Body mass index and body dissatisfaction have an intricate and complex relationship, especially when studied longitudinally (see [46] for a review). Given the tendency for BMI to increase with age [37, 47], it may play a crucial role in the development of poor body image. Taking into account the variability of reported association magnitude across researches [e.g. 8, 9, 33, 48], it is possible that BMI and body uneasiness might have a nonlinear relation. Therefore, the lower obtained correlation in this research may not come as a surprise and is in line with previous research [49]. Overall appearance satisfaction may also focus on non-weight-related features, such as body parts or muscularity, or may include items that assess an individual’s conception of how he/she looks in clothes or appears to other people [17]. Adami et al. [50] hypothesized that some psychological aspects are related to body weight and shape. The preoccupation with body weight and shape, body dissatisfaction, and self-blame might reflect inner feelings, which in obese patients, become partially independent from somatic morphology and do not normalize with the stabilization of body weight and shape [50].

The assessment of ideal appearance is virtually independent of the results obtained on the BUT-A scale. Obese patients express dissatisfaction with their body by selecting the ideal figure, which is, on average, two units thinner than their evaluation of their current body figure, which corresponds to the findings of previous research [51]. For overweight and obese men, body dissatisfaction is lower than that in women, as many previous studies have shown [52]. It is interesting to note that BMI is highly correlated with the perception of current body appearance in overweight and obese patients, which indicates that participants are relatively accurate in assessing their body shape.

The BUT-A score contributes significantly to the prediction of general body dissatisfaction, even after controlling for gender and BMI. However, the level of explained variance is relatively low (5 %) but still significant. Similarly, results of previous studies, i.e. [46, 49], showed that the BUT-A score and general body dissatisfaction share some common conceptual components unrelated to objective parameters such as BMI. The multifaceted nature of the BUT-A might be the basis of its relatively low contribution to the explanation of general body dissatisfaction.

Although the study reports some limits, for example, the relatively small sample size and the absence of normal weight people, the results show that the misperception of body image and dissatisfaction with physical appearance are moderately associated with BMI. The strong point of this study is that it is conducted in a sample of overweight and obese individuals in the general population that were not included in previous research.

We can conclude that the Body Uneasiness Test is a good and reliable measure of body dissatisfaction, but we suggest that it can be treated as a one-factor measure.

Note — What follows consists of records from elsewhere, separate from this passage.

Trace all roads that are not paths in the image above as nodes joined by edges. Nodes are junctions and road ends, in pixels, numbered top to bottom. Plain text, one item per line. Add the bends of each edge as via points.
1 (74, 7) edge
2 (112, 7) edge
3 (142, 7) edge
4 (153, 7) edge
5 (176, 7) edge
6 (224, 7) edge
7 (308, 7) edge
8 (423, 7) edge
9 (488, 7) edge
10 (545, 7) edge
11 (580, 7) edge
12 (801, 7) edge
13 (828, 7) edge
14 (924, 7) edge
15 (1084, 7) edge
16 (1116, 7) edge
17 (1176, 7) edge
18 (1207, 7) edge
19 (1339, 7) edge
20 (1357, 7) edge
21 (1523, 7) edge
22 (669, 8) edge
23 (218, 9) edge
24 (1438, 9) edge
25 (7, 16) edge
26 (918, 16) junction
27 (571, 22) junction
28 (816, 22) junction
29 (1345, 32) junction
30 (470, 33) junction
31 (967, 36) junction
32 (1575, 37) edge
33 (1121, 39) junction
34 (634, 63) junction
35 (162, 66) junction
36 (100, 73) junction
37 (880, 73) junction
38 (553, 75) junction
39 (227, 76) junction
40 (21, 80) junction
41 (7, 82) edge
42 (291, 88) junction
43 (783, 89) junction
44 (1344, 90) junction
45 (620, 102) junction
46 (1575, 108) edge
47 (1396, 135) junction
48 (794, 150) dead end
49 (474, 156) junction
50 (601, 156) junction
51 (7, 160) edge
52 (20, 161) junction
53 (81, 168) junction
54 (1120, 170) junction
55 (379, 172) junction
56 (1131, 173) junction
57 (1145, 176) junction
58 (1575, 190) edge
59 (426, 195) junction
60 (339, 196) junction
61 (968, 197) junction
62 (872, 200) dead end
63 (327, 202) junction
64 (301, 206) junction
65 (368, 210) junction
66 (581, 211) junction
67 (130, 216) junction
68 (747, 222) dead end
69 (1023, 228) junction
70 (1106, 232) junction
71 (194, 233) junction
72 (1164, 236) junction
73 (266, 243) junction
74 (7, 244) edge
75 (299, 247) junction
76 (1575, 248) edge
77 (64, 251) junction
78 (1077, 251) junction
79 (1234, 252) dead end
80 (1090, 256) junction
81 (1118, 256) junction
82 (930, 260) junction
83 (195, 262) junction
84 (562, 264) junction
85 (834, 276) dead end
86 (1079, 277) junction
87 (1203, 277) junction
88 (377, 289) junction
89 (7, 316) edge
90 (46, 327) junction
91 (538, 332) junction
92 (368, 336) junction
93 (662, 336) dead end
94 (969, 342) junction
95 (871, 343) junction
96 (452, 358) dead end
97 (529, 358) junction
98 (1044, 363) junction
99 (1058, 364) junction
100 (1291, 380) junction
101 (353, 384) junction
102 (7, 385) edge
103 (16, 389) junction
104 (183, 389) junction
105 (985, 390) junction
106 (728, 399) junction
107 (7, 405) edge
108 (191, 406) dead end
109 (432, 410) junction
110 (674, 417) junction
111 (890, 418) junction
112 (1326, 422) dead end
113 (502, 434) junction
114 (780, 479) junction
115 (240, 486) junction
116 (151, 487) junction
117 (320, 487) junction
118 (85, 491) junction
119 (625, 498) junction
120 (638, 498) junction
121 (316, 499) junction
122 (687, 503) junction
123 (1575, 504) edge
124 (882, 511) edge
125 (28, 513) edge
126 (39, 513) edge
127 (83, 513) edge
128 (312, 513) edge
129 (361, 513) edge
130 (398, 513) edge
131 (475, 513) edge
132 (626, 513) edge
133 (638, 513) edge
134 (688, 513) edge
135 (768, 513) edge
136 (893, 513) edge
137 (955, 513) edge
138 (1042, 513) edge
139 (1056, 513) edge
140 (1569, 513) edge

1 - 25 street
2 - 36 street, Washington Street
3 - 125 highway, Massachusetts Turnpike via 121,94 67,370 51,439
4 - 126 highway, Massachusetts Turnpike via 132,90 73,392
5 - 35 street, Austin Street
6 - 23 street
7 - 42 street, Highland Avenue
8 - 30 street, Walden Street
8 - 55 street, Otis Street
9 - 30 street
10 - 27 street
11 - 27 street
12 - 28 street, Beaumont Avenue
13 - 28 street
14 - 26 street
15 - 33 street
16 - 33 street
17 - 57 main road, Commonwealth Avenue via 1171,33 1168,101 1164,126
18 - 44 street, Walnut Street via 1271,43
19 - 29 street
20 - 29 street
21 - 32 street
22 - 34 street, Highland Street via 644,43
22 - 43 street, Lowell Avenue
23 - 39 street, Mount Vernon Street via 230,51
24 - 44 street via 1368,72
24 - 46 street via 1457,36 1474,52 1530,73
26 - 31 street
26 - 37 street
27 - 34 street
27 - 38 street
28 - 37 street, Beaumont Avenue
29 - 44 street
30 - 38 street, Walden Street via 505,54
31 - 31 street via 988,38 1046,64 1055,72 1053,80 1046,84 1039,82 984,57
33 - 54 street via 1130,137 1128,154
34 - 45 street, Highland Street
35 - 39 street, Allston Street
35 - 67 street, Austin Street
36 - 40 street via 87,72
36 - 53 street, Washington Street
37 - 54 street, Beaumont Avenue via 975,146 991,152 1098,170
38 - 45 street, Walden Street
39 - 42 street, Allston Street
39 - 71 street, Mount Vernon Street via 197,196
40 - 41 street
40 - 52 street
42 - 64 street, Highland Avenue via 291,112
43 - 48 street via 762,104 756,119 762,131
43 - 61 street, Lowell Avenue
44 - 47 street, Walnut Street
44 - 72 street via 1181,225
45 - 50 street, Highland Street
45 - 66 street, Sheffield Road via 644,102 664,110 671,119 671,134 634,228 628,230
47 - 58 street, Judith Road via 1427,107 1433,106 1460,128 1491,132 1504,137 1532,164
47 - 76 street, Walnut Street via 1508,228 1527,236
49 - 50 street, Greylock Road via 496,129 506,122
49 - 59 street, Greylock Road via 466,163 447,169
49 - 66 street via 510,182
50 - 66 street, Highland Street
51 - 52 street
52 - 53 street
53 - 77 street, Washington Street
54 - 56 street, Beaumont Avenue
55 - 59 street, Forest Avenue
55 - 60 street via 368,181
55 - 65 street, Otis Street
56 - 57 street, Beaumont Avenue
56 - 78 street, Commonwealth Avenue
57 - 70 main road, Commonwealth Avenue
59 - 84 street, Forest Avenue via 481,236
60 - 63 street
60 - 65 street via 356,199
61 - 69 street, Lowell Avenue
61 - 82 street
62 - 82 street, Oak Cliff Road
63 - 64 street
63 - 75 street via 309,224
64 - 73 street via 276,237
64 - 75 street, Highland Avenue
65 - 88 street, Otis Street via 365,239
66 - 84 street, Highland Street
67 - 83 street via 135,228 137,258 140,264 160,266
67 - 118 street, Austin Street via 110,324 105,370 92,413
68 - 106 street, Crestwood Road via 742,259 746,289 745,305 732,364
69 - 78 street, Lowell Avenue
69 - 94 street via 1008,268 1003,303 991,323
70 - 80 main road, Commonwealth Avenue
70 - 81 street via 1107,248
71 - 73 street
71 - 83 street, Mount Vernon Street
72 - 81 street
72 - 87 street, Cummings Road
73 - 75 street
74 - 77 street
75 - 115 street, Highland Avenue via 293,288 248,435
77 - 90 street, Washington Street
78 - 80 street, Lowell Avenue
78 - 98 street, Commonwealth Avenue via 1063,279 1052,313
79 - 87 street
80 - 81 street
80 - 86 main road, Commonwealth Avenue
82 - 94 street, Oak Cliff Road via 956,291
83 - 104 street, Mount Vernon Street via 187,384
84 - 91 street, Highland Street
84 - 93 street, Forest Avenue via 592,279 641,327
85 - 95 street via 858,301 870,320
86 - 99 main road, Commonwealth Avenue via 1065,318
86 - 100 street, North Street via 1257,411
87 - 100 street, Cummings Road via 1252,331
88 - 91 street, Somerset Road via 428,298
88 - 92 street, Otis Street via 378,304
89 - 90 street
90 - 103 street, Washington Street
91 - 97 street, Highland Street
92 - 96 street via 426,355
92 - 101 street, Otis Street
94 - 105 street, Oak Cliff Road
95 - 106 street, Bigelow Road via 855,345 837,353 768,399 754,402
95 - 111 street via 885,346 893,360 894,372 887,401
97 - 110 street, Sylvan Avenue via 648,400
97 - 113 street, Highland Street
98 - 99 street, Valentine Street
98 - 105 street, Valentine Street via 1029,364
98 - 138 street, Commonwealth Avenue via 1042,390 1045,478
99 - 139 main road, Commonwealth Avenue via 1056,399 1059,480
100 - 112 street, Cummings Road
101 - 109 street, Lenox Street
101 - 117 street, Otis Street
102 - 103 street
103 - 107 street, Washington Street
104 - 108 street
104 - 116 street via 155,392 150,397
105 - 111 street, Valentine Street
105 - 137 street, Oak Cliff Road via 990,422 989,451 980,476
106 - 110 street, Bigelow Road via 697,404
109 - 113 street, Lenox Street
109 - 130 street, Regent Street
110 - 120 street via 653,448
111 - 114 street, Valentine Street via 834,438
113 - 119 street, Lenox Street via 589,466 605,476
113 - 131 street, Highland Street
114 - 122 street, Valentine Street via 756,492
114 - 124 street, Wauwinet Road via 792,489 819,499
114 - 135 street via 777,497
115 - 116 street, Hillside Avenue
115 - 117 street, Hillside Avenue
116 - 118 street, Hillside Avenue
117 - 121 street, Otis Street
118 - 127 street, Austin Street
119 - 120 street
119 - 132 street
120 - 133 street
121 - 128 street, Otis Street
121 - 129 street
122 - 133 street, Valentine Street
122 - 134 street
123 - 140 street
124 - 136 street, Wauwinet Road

In previous studies, the BUT-A proved to be a good measure of body dissatisfaction with a five-factor structure. This study shows that the one-factor solution is parsimonious and a psychometrically more justifiable option. This finding suggests that the five-factor solution is probably more appropriate in clinical samples, whereas in samples of the general population, the one-factor structure of this questionnaire has to be considered as the more stable model. It is possible that structures of the construct, as well as the BUT-A questionnaire, are hierarchical, with general dissatisfaction as an overlying factor. The different facets of the uneasiness construct may be more apparent at an earlier age, but the general evaluation without diversification is more justifiable in middle age. Female participants showed higher results, implying higher body uneasiness, but the importance of the items is roughly comparable between genders. The BUT-A score significantly contributes to the prediction of general body dissatisfaction, even after gender and BMI are controlled.